We give thanks for the relations we share with others as friends and family members with whom we are called to embrace a shared hope.
  • While we confess our brokenness and failures, we rejoice in the greater destiny prepared for us by God and the divine help and strength given to us so that we might now live in its light.
  • We cherish the gift of deep friendships with others and respect them as persons made in the image of God and created for an eternal future.
  • We thus affirm the gifts of singleness and marriage as distinct and complementary signs of the kingdom, the first as a sign of freedom for the Gospel and kingdom life, and the second as the mystery in which a husband and a wife become one flesh.

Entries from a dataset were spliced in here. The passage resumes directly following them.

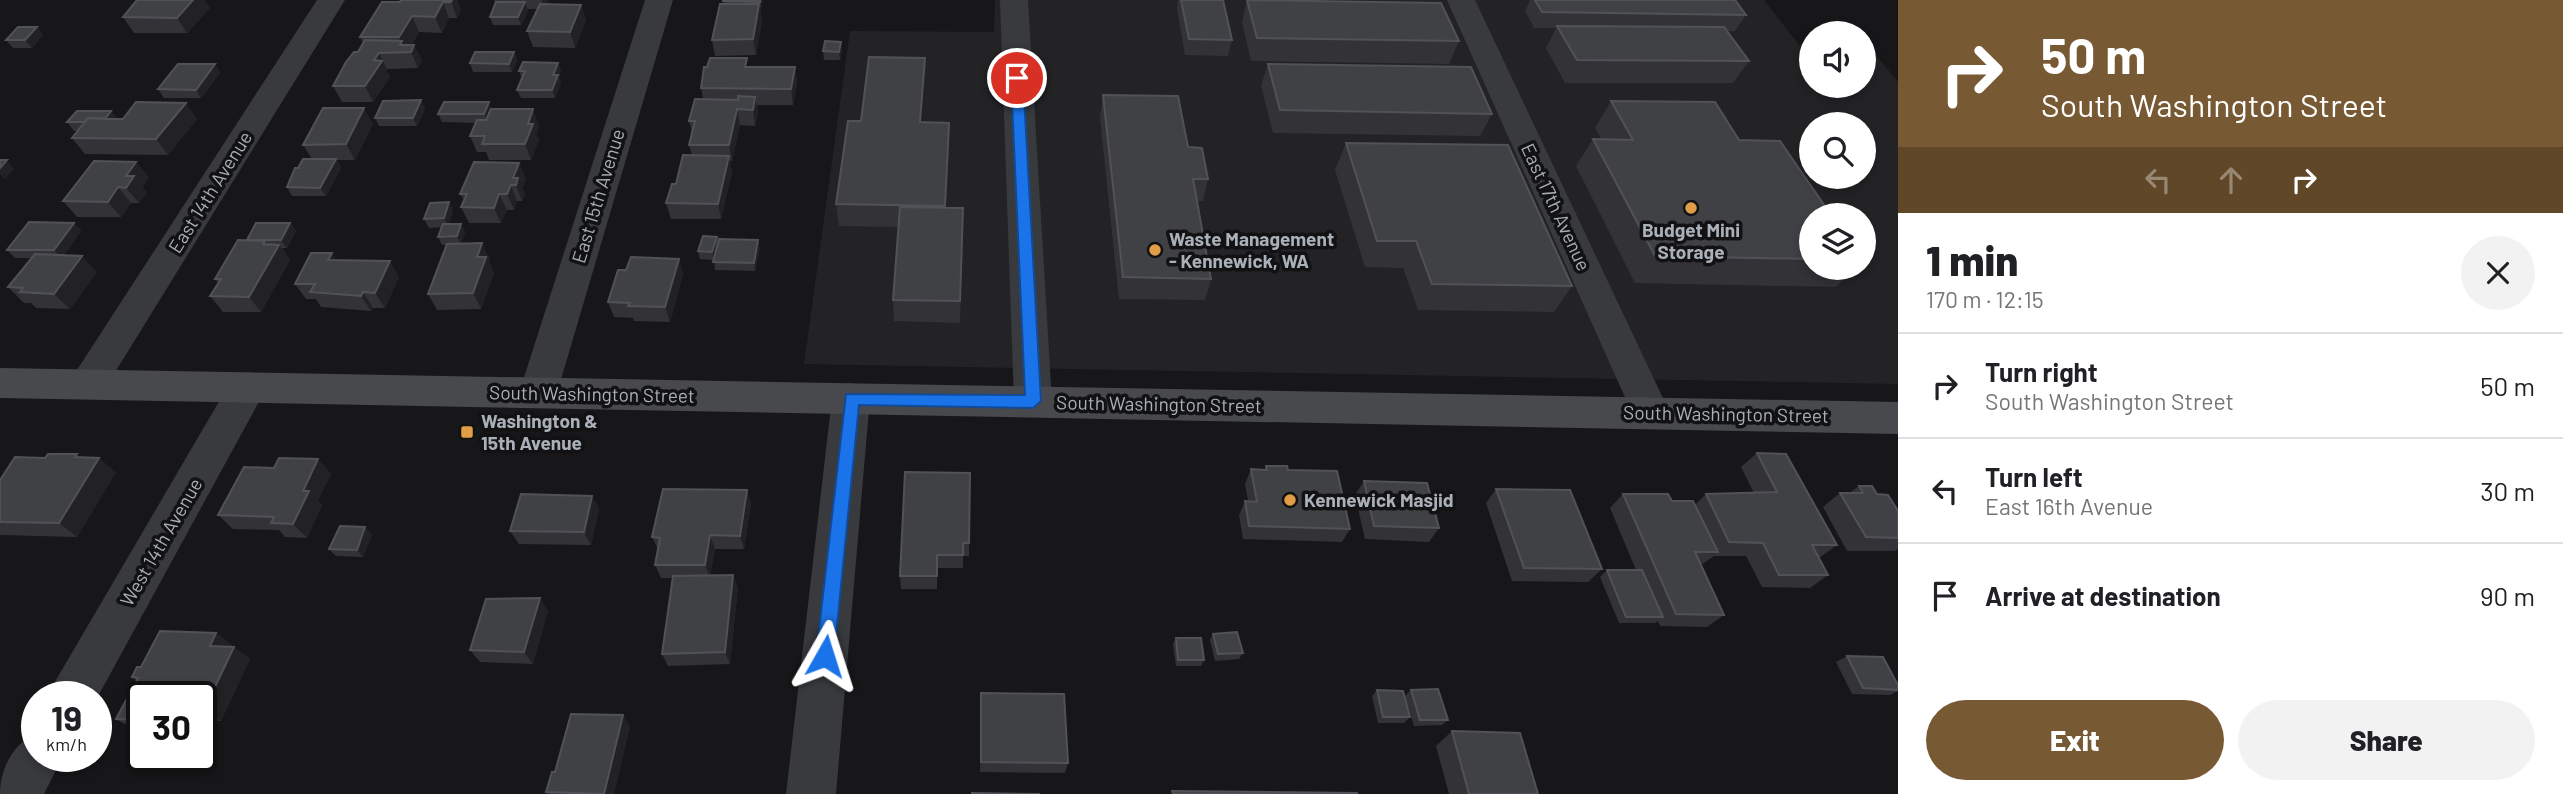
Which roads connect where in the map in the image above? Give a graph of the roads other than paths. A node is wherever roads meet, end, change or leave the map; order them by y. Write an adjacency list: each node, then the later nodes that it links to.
1 (331, 0): 6 (street, East 14th Avenue)
2 (659, 0): 8 (street, East 15th Avenue)
3 (1014, 0): 10 (street)
4 (1461, 0): 11 (street, East 17th Avenue)
5 (0, 383): 6 (main road, South Washington Street)
6 (88, 384): 7 (main road, South Washington Street)
7 (248, 387): 8 (main road, South Washington Street); 13 (street, West 14th Avenue)
8 (538, 393): 9 (main road, South Washington Street)
9 (851, 398): 10 (main road, South Washington Street); 16 (street)
10 (1033, 401): 11 (main road, South Washington Street)
11 (1651, 413): 12 (main road, South Washington Street)
12 (1898, 418)
13 (81, 681)
14 (30, 772): 15 (street)
15 (17, 794)
16 (811, 794)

  • This life-long union was pronounced as good by God at creation and as sacred by the Lord Jesus in the Gospels, and from this union children are received and welcomed into our world.
  • We strive to commit ourselves to faithfulness and celibacy in singleness and to faithfulness and fidelity in marriage, recognizing marriage as the covenantal context in which the physical union of man and woman is divinely ordained and rightly expressed.
  • In this recognition we are prayerfully called to assist each other, in humility, to accept, embrace, live out, and at times bear up under, these kingdom signs.

We give thanks for our lives as embodied persons created by God and set in the context of a good created order longing for redemption.
  • While we confess our selfishness and irresponsibility, we rejoice in the greater abundance and providence of God.
  • We affirm the goodness of creation and the world God’s hands have made that in the light of Christ still reflects the glory of God despite its frustrated and fallen state.
  • We strive to live as those who take delight in the splendor and manifold wonders of the world, who work to preserve its beauty and integrity, who display a reverence for human life and respect for all life, and who live conscientiously in the civil contexts in which we find ourselves, while looking for a greater country where righteousness is at home, and for the day in which the world itself, as we ourselves, will be gloriously redeemed.

These affirmations are held not as a matter of forced subscription, but as an expression of our shared aspirations and commitments for a common life together.